Two novels after the indissoluble element
A Contrary review by David M. Smith

	In Shyness and Dignity, Elias Rukla is a “sottish” language arts teacher at Fagerborg Secondary School in Oslo. For weeks now, he has been lecturing about Ibsen’s The Wild Duck to a classroom of bored pupils. One day as he drones on, he has a sudden revelation about a minor character, Dr. Relling—who had always seemed to him superfluous, an artificial mouthpiece for the playwright—and this discovery strikes Elias as a momentous, the key to understanding the play, which he eagerly tries to relate… none of which has the least effect on his immensely bored pupils, who at the sound of the bell leap from their chairs at once, leaving Elias confounded and dejected on this rainy morning in Oslo, which will end up being the decisive day in his life. 

In Novel 11, Book 18, Bjørn Hansen is the town treasurer of Kongsberg. This provincial Norwegian town is where he settled with another woman after leaving his wife and two-year-old son in Oslo. Despite his humdrum occupation, he considers himself a well-read and intelligent person, and after joining the amateur Kongsberg Theatre Society at his partner’s urging, convinces everyone that they really ought to go for something more serious than their usual musicals and farces, namely, Ibsen’s The Wild Duck, with himself cast as the central character of Hjalmar Ekdal. “Bjørn Hansen had carefully studied Ibsen's play, with underlinings, and thought he had understood it so thoroughly that he felt Hjalmar Ekdal’s Weltschmerz in himself.” Nevertheless, Bjørn Hansen is no actor, and the play is a miserable flop.

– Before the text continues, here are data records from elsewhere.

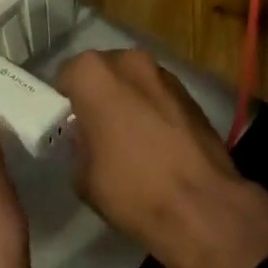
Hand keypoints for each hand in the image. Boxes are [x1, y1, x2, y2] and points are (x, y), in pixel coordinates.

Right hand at [56, 49, 267, 267]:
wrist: (202, 206)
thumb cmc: (131, 189)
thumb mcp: (82, 176)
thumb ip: (78, 143)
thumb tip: (87, 137)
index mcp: (94, 74)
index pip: (67, 75)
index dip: (65, 101)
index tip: (67, 125)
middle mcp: (128, 60)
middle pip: (103, 72)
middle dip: (98, 94)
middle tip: (96, 130)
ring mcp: (163, 73)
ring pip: (134, 81)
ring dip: (128, 99)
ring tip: (130, 138)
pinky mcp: (190, 92)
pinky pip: (158, 95)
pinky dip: (153, 109)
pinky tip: (156, 143)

Despite their shared allusions, what’s remarkable about these two brief novels is not how they utilize Ibsen, or augment our understanding of The Wild Duck in any significant way. Nor is it how they critique or satirize a given segment in Norwegian social life, the generation of 1968, say. Nor do they feature some special symbolism lying conspicuously around waiting to be decoded. For instance, Elias Rukla goes on to demolish his collapsible umbrella in an impotent rage after it refuses to go up in the foul weather. A man with a malfunctioning umbrella, well, “everyone ‘knows’ what this is,” Dag Solstad has said. “It's a man who can't get his prick up, something of that sort, right? I wanted to write a novel where that element is absent.”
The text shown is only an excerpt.